Tutup ember plastik besar berwarna merah adalah matahari. Ember mandi bayi yang bolong bagian bawahnya adalah perahu. Kardus bekas berbentuk jajaran genjang dengan lobang kecil di ujungnya menjadi seekor hiu besar dan ganas bermata buta yang siap mencaplok bocah kecil berseragam Sekolah Dasar bernama Pahlawan jika ia tak menyerahkan telor kerang langka yang ada di kantongnya. Pahlawan berjuang keras mengarungi samudera untuk mendapatkan telor kerang langka guna mengobati mata ibundanya yang juga buta. Tapi kini hiu ganas buta itu mengancam akan memangsa dirinya jika ia tak menyerahkan telor itu. Pahlawan bingung. Ia merajuk dan merayu hiu itu agar tidak meminta telor kerang langka, tapi si hiu tetap memaksanya. Negosiasi kemudian terjadi. Pahlawan yang gigih dan pantang menyerah kemudian berhasil membuat kesepakatan dengan si hiu. Jika ia menyerahkan telor kerang langka itu maka si hiu harus membantunya mencari obat lain guna menyembuhkan mata ibundanya. Si hiu setuju. Dan pahlawan kembali berjuang mengarungi samudera sampai ke berbagai benua untuk mencari obat buat ibundanya.

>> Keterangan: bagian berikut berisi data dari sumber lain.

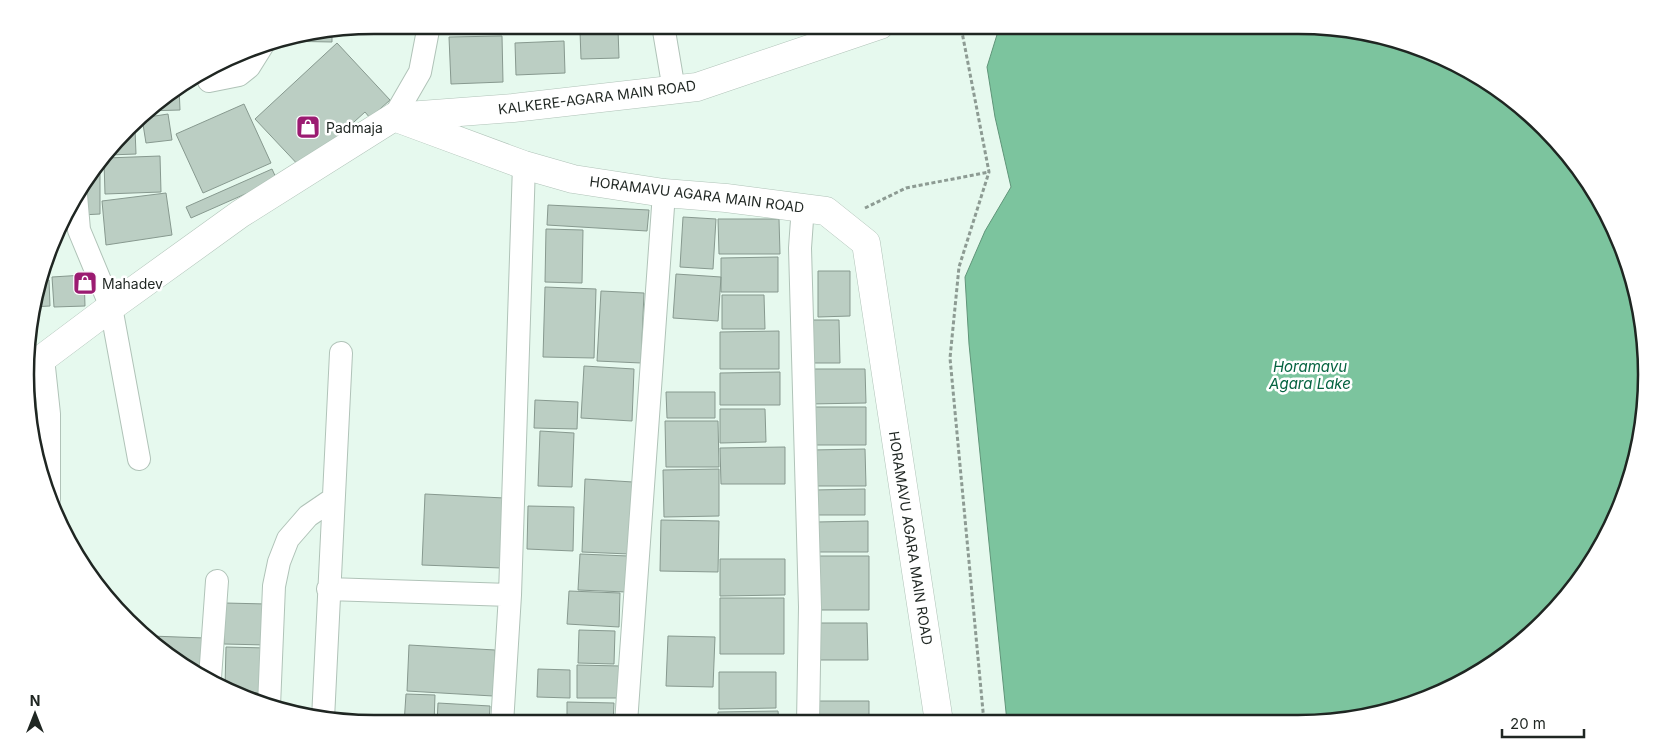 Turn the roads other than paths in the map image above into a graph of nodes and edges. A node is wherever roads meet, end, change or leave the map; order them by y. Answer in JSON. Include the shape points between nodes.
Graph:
{"nodes":[{"id":1,"x":427,"y":34,"type":"edge"},
{"id":2,"x":664,"y":34,"type":"edge"},
{"id":3,"x":853,"y":34,"type":"edge"},
{"id":4,"x":256,"y":55,"type":"edge"},
{"id":5,"x":209,"y":81,"type":"dead end"},
{"id":6,"x":674,"y":90,"type":"junction"},
{"id":7,"x":394,"y":117,"type":"junction"},
{"id":8,"x":524,"y":164,"type":"junction"},
{"id":9,"x":664,"y":193,"type":"junction"},
{"id":10,"x":802,"y":206,"type":"junction"},
{"id":11,"x":77,"y":208,"type":"edge"},
{"id":12,"x":111,"y":307,"type":"junction"},
{"id":13,"x":340,"y":353,"type":"dead end"},
{"id":14,"x":36,"y":363,"type":"edge"},
{"id":15,"x":139,"y":459,"type":"dead end"},
{"id":16,"x":49,"y":475,"type":"edge"},
{"id":17,"x":333,"y":499,"type":"junction"},
{"id":18,"x":217,"y":581,"type":"dead end"},
{"id":19,"x":328,"y":589,"type":"junction"},
{"id":20,"x":510,"y":595,"type":"junction"},
{"id":21,"x":210,"y":673,"type":"edge"},
{"id":22,"x":269,"y":698,"type":"edge"},
{"id":23,"x":323,"y":711,"type":"edge"},
{"id":24,"x":503,"y":715,"type":"edge"},
{"id":25,"x":627,"y":715,"type":"edge"},
{"id":26,"x":808,"y":715,"type":"edge"},
{"id":27,"x":938,"y":715,"type":"edge"}],
"edges":[{"from":1,"to":7,"type":"street","via":[[420,72]]},
{"from":2,"to":6,"type":"street"},
{"from":3,"to":6,"type":"street","name":"KALKERE-AGARA MAIN ROAD","via":[[697,87]]},
{"from":4,"to":5,"type":"street","via":[[239,75]]},
{"from":6,"to":7,"type":"street","name":"KALKERE-AGARA MAIN ROAD"},
{"from":7,"to":8,"type":"street","name":"HORAMAVU AGARA MAIN ROAD"},
{"from":7,"to":12,"type":"street","via":[[240,214]]},
{"from":8,"to":9,"type":"street","name":"HORAMAVU AGARA MAIN ROAD","via":[[573,179]]},
{"from":8,"to":20,"type":"street"},
{"from":9,"to":10,"type":"street","name":"HORAMAVU AGARA MAIN ROAD"},
{"from":9,"to":25,"type":"street"},
{"from":10,"to":26,"type":"street","via":[[800,248],[810,607]]},
{"from":10,"to":27,"type":"street","name":"HORAMAVU AGARA MAIN ROAD","via":[[826,210],[866,243]]},
{"from":11,"to":12,"type":"street","via":[[79,230]]},
{"from":12,"to":14,"type":"street"},
{"from":12,"to":15,"type":"street"},
{"from":13,"to":17,"type":"street"},
{"from":14,"to":16,"type":"street","via":[[49,414]]},
{"from":17,"to":19,"type":"street"},
{"from":17,"to":22,"type":"street","via":[[308,516],[288,539],[279,562],[274,586]]},
{"from":18,"to":21,"type":"street"},
{"from":19,"to":20,"type":"street"},
{"from":19,"to":23,"type":"street"},
{"from":20,"to":24,"type":"street"}]} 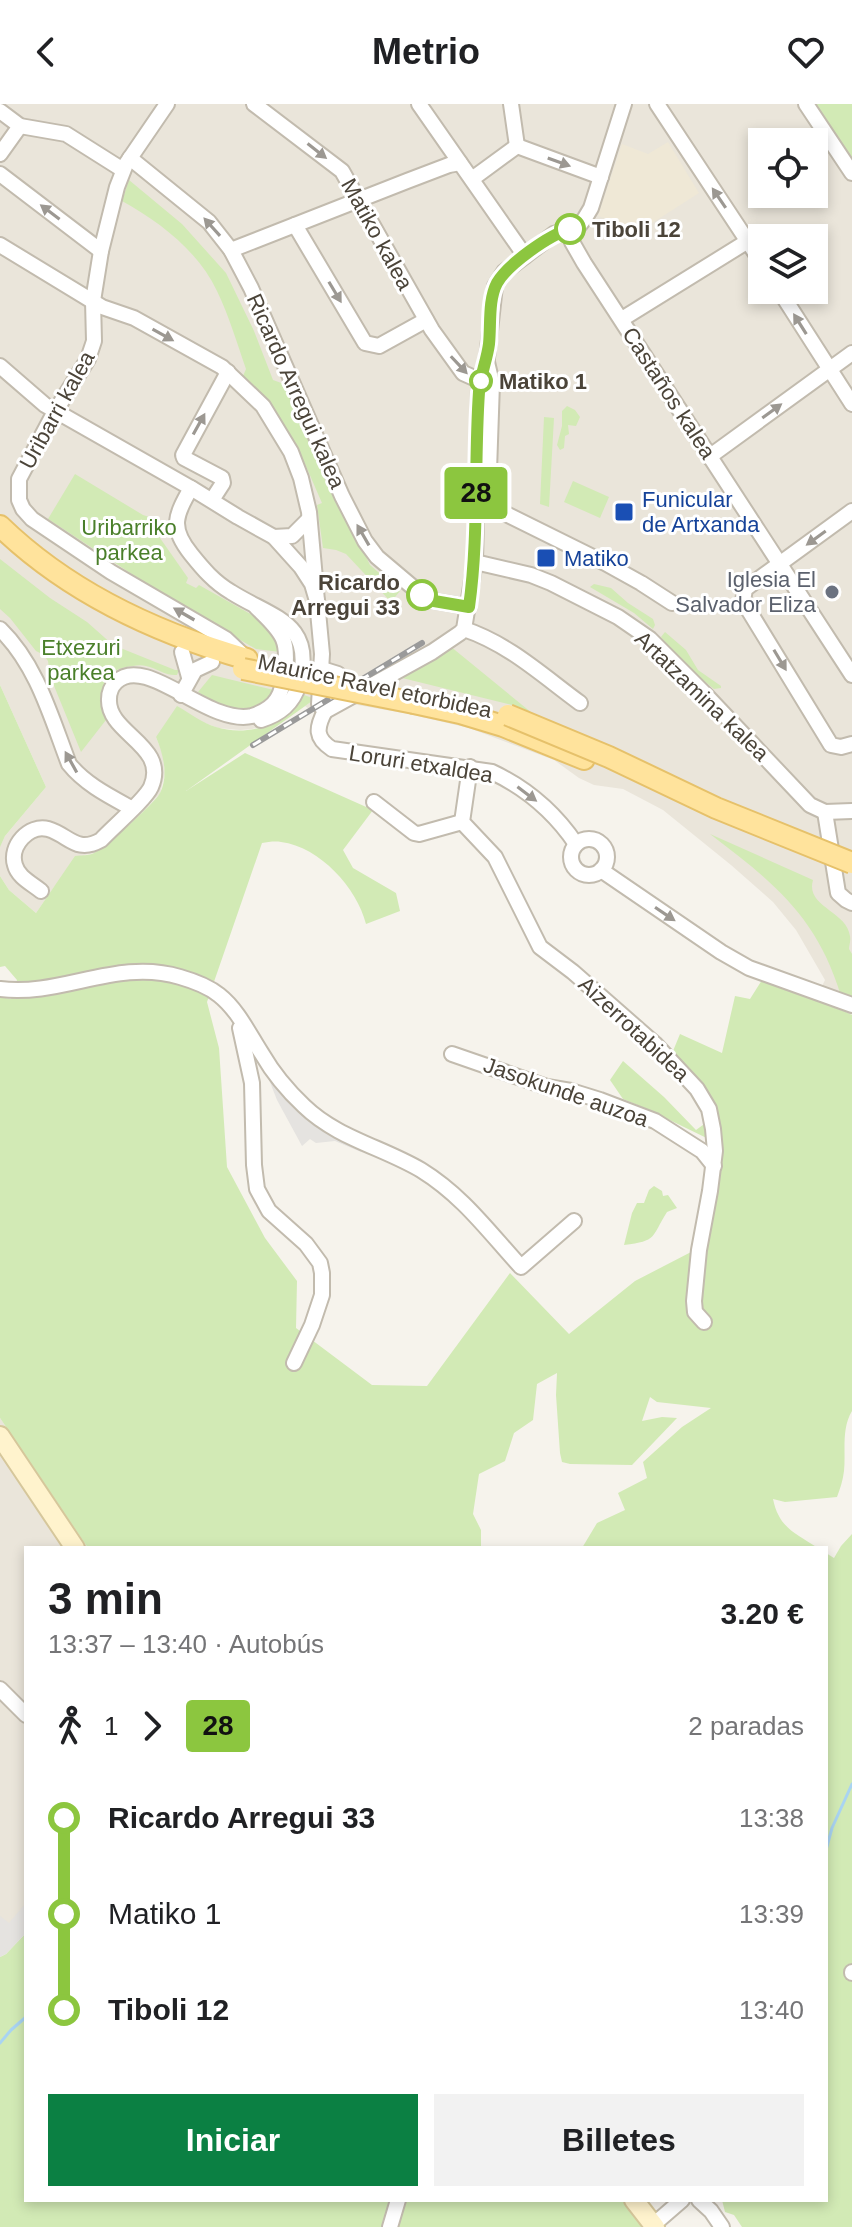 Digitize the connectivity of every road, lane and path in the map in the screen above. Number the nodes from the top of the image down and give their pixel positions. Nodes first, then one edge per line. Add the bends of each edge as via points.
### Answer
1 (167, 104) edge
2 (254, 104) edge
3 (419, 104) edge
4 (511, 104) edge
5 (624, 104) edge
6 (657, 104) edge
7 (806, 104) edge
8 (0, 111) edge
9 (20, 126) junction
10 (517, 146) junction
11 (0, 154) edge
12 (460, 163) junction
13 (127, 164) junction
14 (852, 173) edge
15 (0, 174) edge
16 (601, 177) junction
17 (472, 179) junction
18 (357, 200) junction
19 (295, 225) junction
20 (568, 230) junction
21 (748, 241) joint
22 (0, 245) edge
23 (231, 250) junction
24 (101, 251) junction
25 (525, 256) junction
26 (93, 301) junction
27 (788, 304) edge
28 (622, 319) junction
29 (426, 320) junction
30 (852, 353) edge
31 (487, 360) junction
32 (0, 366) edge
33 (829, 370) junction
34 (228, 372) junction
35 (481, 381) junction
36 (852, 404) edge
37 (56, 410) junction
38 (709, 457) junction
39 (191, 488) junction
40 (212, 500) junction
41 (852, 511) edge
42 (309, 519) junction
43 (0, 526) edge
44 (274, 537) junction
45 (0, 540) edge
46 (475, 562) junction
47 (779, 564) junction
48 (317, 601) junction
49 (672, 603) dead end
50 (469, 607) junction
51 (0, 629) edge
52 (464, 629) junction
53 (182, 652) junction
54 (212, 662) junction
55 (245, 664) junction
56 (322, 669) junction
57 (852, 675) edge
58 (189, 677) junction
59 (181, 695) junction
60 (345, 699) junction
61 (580, 703) dead end
62 (325, 711) junction
63 (852, 744) edge
64 (470, 767) junction
65 (374, 802) dead end
66 (131, 808) junction
67 (852, 811) edge
68 (825, 812) junction
69 (462, 822) junction
70 (576, 844) junction
71 (852, 863) edge
72 (601, 870) junction
73 (852, 876) edge
74 (41, 891) dead end
75 (852, 903) edge
76 (0, 989) edge
77 (852, 1005) edge
78 (240, 1019) junction
79 (452, 1054) dead end
80 (714, 1166) junction
81 (574, 1221) dead end
82 (704, 1322) dead end
83 (294, 1363) dead end
84 (0, 1436) edge
85 (74, 1546) edge
86 (0, 1689) edge
87 (24, 1713) edge
88 (397, 2202) edge
89 (636, 2202) edge
90 (680, 2202) edge
91 (701, 2202) edge
92 (658, 2223) edge
93 (390, 2227) edge
94 (722, 2227) edge

1 - 13 street, Uribarri kalea
2 -> 18 street, Matiko kalea via 342,171
3 - 12 street
4 - 10 street
5 - 16 street
21 -> 6 street
7 - 14 street
8 - 9 street
9 - 11 street
9 - 13 street, Ricardo Arregui kalea via 66,134
10 -> 16 street
10 - 17 street
12 - 17 street
12 - 18 street
23 -> 13 street, Ricardo Arregui kalea via 209,222
13 - 24 street, Uribarri kalea
24 -> 15 street
16 - 20 street via 585,218
17 - 25 street
18 - 19 street
18 - 29 street, Matiko kalea
19 - 23 street
19 -> 29 street via 365,343 379,346
20 - 25 street
20 - 28 street, Castaños kalea
21 - 28 street
22 - 26 street
50 -> 23 street, Ricardo Arregui kalea via 422,595 365,541
24 - 26 street, Uribarri kalea
25 - 31 street via 495,286
26 -> 34 street via 134,318
26 - 37 street, Uribarri kalea via 94,341 88,359
33 -> 27 street
28 - 38 street, Castaños kalea
29 -> 35 street, Matiko kalea via 463,373
30 - 33 street
31 - 35 street
31 - 49 street via 492,383 490,504
32 - 37 street
33 - 36 street
38 -> 33 street
40 -> 34 street via 222,478 183,455
34 - 42 street via 263,406 291,452
35 - 46 street
37 - 39 street
55 -> 37 street, Uribarri kalea via 226,639 111,572 23,509 18,485 22,470
38 - 47 street, Castaños kalea
39 - 40 street
39 - 59 street via 175,525 186,548 212,579 277,616 297,636 303,666 295,696 284,709 248,723 216,716
40 - 44 street
41 -> 47 street
42 - 44 street via 292,536
42 - 48 street
43 - 55 main road, Maurice Ravel etorbidea via 60,575 116,610
44 - 48 street via 301,567
45 - 53 main road, Maurice Ravel etorbidea via 74,597
46 - 50 street
46 - 68 street, Artatzamina kalea via 551,583 650,639 810,805
47 - 57 street, Castaños kalea
47 -> 63 street via 743,593 743,601 831,745
48 - 56 street
50 - 52 street
66 -> 51 street via 69,764 43,694
52 - 60 street
52 - 61 street via 504,646
53 - 54 main road, Maurice Ravel etorbidea
53 - 58 street
54 - 55 main road, Maurice Ravel etorbidea
54 - 58 street
55 - 71 main road, Maurice Ravel etorbidea, bridge via 416,691 508,715
55 - 73 main road, Maurice Ravel etorbidea, bridge via 503,726
56 - 60 street via 338,674 347,691
56 - 62 street via 319,704
58 - 59 street
59 - 66 street via 140,674 124,676 112,687 111,712 152,760 150,788
60 - 62 street
62 - 64 street, Loruri etxaldea via 318,731 332,749
64 - 69 street
64 -> 70 street, Loruri etxaldea via 507,779 553,816
65 - 69 street, Loruri etxaldea via 414,833
66 - 74 street via 94,844 81,845 47,829 26,835 15,849 15,867
67 - 68 street
68 - 75 street via 838,893
69 - 80 street, Aizerrotabidea via 495,857 540,947 655,1044 697,1089 709,1109
70 - 72 street via 571,854 575,869 585,875
70 - 72 street via 585,839 601,843 607,860
72 -> 77 street via 749,968
76 - 78 street via 28,991 130,971 156,972 199,984 221,997
78 - 81 street via 282,1082 315,1116 405,1161 458,1196 521,1267
78 - 83 street via 252,1083 257,1189 269,1211 306,1244 322,1273 322,1295
79 - 80 street, Jasokunde auzoa via 655,1121 702,1151
80 - 82 street, Aizerrotabidea via 694,1301
84 - 85 street
86 - 87 street
88 - 93 street
89 - 92 street
90 - 92 street
91 - 94 street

Dongeng tentang pahlawan itu tidak ditonton dan didengarkan oleh anak-anak SD tapi justru para mahasiswa Universitas Indonesia, para aktivis LSM, para akademisi dan juga seniman dan budayawan, yang menontonnya ketika pendongeng Aceh yang unik, Agus Nur Amal atau Agus PM Toh, mementaskannya di Pusat Studi Jepang Universitas Indonesia. Bak kembali ke masa kanak-kanak yang penuh keceriaan dan kegembiraan, para penonton atau pendengar dongeng dewasa itu, tertawa tergelak hampir di sepanjang pertunjukan. Agus, dengan busana khas Aceh berwarna hitam, membawa semua hadirin kembali menjadi kanak-kanak yang selalu menjalani kehidupan dengan semangat kegembiraan, kepolosan, dan ketulusan. Anak-anak yang secara spontan tertawa atau menangis ketika bergembira atau bersedih. Anak-anak yang secara gigih berjuang untuk membantu orang lain tanpa pamrih apapun. Inilah sifat-sifat kebaikan yang mampu memunculkan jiwa kepahlawan pada orang-orang yang memilikinya.
Namun seiring bertumbuh dewasanya seseorang, sifat-sifat yang mengandung potensi kepahlawanan itu terkikis, menipis, dan pada sebagian besar orang bahkan sama sekali habis. Hilang. Lenyap tanpa bekas. Dan terjadilah kemudian pertikaian, perkelahian, saling jegal, saling fitnah, kekerasan, pembunuhan, bahkan pembantaian. Kehidupan lalu menjadi begitu mengerikan. Bahkan anak-anak masa kini terancam oleh kehidupan yang mengerikan ini. Ruang-ruang untuk kejujuran, ketulusan, kepolosan, persahabatan, tanpa terasa semakin mengecil.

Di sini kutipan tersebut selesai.